There is always drama and uncertainty surrounding a federal employee pay raise. Will Congress insert a raise into an appropriations bill? Will the president propose a pay freeze? Will any raise be derailed by other political issues?
The latest pay raise drama is hitting new highs.
Proposal and Executive Order Implementing Pay Freeze
President Trump proposed a pay freeze for 2019. Earlier in 2018, a pay freeze seemed the most likely conclusion. And, in December, an Executive Order was issued imposing a pay freeze for 2019.
In recent years, the president’s choice of a pay freeze or a raise has been the final decision. That is unlikely to be the final decision in the current political environment, but we are in a situation regarding the pay freeze that is unique.
A 2019 pay freeze has been on a roller coaster ride. There are appropriations bills that have still not been approved for the current fiscal year that started on October 1st. Congress can override the president in a bill, although the president still has to approve the bill before it becomes law.
With the political dispute on a border wall being vehemently opposed by Democrats and strongly supported by Republicans, the United States set a new record time for the length of a government shutdown. These appropriations bills for spending in the current fiscal year are still being discussed in Congress.

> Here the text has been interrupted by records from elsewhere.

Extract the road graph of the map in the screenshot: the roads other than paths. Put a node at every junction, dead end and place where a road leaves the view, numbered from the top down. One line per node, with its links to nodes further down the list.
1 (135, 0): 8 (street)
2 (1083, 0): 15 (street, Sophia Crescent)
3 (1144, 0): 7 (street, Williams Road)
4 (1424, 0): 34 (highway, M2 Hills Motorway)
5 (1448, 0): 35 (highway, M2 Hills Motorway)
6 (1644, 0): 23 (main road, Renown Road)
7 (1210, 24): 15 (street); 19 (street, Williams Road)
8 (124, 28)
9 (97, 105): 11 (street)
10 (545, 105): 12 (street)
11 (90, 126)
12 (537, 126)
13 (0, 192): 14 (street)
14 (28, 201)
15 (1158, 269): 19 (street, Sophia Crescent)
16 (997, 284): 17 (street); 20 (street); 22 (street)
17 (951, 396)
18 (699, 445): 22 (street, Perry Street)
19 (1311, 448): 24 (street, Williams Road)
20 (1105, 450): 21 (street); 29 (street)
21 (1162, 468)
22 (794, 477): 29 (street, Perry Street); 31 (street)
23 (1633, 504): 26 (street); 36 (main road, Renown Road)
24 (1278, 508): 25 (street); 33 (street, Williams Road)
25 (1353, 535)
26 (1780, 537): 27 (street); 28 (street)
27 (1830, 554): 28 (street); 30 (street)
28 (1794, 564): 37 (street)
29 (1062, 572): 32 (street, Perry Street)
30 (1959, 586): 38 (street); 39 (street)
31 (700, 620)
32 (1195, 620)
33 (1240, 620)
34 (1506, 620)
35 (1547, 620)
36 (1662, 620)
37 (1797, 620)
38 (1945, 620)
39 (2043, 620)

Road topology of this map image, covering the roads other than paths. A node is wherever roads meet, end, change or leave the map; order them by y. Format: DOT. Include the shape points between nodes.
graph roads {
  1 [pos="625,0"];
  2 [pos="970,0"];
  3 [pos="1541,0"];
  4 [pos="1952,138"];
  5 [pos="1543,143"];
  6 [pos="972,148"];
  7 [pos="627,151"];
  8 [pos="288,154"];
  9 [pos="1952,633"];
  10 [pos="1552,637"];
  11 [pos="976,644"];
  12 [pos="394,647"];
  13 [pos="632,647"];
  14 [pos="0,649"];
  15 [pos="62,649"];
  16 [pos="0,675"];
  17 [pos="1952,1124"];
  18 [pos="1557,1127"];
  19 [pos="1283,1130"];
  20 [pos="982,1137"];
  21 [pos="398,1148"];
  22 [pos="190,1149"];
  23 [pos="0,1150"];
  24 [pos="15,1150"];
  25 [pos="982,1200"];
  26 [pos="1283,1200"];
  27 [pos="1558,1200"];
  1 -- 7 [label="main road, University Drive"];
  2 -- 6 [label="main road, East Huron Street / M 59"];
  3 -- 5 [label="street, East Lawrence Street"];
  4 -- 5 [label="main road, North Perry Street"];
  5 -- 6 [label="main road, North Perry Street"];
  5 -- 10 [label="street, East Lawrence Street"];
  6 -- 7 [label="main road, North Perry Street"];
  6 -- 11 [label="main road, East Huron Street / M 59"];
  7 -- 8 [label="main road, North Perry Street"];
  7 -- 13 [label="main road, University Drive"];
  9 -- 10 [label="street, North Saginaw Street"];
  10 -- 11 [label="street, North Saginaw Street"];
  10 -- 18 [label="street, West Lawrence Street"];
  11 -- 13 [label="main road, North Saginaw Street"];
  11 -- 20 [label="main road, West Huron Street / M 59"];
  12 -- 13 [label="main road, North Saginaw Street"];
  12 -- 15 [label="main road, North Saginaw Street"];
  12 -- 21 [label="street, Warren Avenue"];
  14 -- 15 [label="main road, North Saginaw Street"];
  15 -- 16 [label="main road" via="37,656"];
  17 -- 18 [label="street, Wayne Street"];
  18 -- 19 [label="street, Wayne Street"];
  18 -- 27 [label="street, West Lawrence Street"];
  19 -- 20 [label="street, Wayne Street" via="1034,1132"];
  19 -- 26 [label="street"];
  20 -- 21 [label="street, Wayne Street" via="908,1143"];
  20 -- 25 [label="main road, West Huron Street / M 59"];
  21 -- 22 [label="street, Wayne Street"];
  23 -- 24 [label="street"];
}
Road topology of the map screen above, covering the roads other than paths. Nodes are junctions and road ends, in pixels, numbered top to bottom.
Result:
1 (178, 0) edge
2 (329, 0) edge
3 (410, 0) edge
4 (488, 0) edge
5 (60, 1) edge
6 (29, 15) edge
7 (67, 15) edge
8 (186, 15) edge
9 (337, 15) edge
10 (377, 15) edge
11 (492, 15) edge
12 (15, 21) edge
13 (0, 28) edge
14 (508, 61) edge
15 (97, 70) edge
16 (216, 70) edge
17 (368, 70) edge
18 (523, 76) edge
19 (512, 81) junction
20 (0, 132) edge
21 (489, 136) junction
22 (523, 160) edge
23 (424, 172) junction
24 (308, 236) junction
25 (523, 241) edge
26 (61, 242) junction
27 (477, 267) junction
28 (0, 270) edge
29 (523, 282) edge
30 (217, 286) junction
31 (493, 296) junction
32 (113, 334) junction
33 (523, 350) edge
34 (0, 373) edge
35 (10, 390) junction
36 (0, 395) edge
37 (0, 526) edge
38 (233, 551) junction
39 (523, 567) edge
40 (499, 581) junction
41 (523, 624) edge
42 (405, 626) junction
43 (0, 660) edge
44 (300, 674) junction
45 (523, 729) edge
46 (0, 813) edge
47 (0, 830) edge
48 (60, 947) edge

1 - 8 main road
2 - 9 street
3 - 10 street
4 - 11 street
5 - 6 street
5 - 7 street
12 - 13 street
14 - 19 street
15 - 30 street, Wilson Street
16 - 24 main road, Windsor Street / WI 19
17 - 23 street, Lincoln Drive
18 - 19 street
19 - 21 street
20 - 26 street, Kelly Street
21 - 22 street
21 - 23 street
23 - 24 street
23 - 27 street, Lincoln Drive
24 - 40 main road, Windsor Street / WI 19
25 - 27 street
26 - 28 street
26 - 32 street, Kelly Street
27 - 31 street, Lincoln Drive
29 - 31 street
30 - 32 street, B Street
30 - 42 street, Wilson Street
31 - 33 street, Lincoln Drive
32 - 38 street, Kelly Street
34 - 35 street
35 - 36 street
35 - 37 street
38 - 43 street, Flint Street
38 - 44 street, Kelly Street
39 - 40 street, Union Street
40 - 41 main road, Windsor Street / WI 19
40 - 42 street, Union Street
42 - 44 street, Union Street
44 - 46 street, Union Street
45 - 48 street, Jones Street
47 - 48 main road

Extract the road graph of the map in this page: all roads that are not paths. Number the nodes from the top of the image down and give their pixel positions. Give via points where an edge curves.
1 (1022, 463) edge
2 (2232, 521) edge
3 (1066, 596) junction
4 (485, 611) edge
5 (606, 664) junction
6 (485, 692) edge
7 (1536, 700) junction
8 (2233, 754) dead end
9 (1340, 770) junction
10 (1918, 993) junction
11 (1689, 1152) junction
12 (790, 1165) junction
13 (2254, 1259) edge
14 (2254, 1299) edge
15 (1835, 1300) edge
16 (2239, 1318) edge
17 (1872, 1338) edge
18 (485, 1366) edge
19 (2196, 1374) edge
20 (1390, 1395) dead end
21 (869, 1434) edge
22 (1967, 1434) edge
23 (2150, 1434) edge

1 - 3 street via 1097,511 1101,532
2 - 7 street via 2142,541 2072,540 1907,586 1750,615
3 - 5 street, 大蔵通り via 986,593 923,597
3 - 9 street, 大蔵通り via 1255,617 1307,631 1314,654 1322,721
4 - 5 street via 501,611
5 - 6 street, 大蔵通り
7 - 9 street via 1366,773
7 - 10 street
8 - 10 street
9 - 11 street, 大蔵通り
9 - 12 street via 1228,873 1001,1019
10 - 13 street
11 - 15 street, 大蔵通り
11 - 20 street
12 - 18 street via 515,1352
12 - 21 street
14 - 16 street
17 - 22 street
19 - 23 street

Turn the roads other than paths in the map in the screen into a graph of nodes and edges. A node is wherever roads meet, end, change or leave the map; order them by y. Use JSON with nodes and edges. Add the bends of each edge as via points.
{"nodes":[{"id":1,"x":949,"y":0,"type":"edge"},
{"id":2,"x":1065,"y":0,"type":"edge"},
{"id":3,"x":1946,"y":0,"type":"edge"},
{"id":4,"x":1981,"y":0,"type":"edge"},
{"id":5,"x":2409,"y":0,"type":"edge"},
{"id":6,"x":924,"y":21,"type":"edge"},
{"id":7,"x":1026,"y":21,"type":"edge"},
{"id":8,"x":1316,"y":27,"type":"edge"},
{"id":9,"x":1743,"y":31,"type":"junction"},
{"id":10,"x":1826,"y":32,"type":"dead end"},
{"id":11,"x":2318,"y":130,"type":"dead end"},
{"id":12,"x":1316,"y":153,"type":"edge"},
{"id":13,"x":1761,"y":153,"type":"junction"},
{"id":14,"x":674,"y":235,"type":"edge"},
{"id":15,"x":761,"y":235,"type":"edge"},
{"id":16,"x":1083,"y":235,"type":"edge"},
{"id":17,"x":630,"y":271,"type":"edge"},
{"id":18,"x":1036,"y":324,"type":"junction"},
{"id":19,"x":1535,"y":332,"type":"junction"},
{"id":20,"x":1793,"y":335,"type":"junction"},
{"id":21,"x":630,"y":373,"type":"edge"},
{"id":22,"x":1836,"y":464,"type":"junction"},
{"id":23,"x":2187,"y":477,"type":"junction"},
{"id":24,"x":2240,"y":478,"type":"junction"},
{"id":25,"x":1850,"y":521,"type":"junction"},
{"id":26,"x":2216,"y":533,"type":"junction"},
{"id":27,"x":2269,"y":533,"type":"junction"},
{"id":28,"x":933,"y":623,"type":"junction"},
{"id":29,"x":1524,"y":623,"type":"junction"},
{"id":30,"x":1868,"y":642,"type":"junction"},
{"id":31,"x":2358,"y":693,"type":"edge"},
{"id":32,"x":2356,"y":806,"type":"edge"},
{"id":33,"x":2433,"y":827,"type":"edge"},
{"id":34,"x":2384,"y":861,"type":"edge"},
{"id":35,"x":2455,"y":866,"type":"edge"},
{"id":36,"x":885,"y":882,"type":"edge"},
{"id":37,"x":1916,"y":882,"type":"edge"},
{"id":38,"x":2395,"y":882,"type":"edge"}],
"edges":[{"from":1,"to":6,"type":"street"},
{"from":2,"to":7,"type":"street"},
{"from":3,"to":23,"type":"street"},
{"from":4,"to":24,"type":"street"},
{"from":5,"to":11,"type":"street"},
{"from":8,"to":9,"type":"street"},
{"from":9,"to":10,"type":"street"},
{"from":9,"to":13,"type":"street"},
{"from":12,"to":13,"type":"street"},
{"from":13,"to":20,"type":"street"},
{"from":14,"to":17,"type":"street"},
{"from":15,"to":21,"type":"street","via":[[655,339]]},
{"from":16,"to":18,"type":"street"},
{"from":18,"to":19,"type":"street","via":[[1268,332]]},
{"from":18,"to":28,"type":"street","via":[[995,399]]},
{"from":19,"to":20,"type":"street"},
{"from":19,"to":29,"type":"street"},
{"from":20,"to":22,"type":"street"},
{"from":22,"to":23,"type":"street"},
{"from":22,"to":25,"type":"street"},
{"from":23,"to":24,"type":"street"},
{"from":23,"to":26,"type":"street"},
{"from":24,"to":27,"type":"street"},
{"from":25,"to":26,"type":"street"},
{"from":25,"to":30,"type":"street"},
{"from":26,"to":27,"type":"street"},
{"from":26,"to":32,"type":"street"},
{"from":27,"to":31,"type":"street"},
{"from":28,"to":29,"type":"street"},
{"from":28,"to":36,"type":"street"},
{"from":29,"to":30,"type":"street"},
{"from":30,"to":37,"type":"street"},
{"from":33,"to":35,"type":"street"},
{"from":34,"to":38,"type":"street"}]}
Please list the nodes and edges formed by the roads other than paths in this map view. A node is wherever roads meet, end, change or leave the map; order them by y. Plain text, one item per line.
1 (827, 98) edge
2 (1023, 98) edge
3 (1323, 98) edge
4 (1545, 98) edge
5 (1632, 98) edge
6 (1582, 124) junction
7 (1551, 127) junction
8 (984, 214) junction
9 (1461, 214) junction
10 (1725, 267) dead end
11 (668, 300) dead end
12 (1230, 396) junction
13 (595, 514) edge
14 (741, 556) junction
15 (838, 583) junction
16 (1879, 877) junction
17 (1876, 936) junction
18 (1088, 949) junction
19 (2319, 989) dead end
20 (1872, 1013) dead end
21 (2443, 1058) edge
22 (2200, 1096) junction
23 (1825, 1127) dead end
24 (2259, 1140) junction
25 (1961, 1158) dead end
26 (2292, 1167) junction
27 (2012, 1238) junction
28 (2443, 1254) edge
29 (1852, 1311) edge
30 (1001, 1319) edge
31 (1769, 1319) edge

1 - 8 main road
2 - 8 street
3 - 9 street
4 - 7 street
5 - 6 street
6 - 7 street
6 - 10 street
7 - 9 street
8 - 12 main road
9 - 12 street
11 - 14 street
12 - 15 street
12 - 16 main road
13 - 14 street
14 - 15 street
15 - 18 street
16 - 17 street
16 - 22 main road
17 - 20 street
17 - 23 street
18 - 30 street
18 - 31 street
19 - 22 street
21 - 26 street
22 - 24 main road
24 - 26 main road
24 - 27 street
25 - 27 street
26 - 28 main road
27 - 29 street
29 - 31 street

Bill for a 2019 Raise Passes the House
On January 30, 2019, the Federal Civilian Workforce Pay Raise Fairness Act of 2019 passed in the House by a vote of 259-161. The bill would give federal employees a raise of 2.6%. The bill would leave the current rate of pay in place for members of the Senior Executive Service and for those in scientific and professional p0sitions under 5 USC 5376. The bill would also provide a 2.6% pay raise for NASA employees, Secret Service employees and IRS employees if they were not already covered by the pay raise provisions. According to the language in the bill, the raise would take effect the date the bill is enacted.
The bill has now been sent to the Senate for consideration.
Any pay raise that may be approved in the Senate does not have to be 2.6%. In the appropriations process late in 2018, the Senate approved a pay raise of 1.9% instead of 2.6%. The Senate could revert to the 1.9% pay raise, it could approve the 2.6% approved by the House or it could vote against any pay raise for federal employees.
Since the House has changed hands in 2019, it is obviously much more inclined to approve a pay raise as it did yesterday. As the Senate has previously approved a raise of 1.9%, it would seem likely the Senate may revert to that pay raise amount once again.
And, with the negotiations going on for passing a bill to approve some money for a border wall along our southern border, a pay raise could also be included in that legislative process rather than in a separate bill.
President Trump also has to approve any bill that will be enacted. A legislative compromise that includes funding for a border wall and a pay raise for the federal workforce is more likely to win ultimate approval than a separate bill on a pay raise.
In other words, the pay raise possibility is not dead. In fact, it is more alive, and much more complex, than it appeared to be late in 2018 before a partial government shutdown occurred.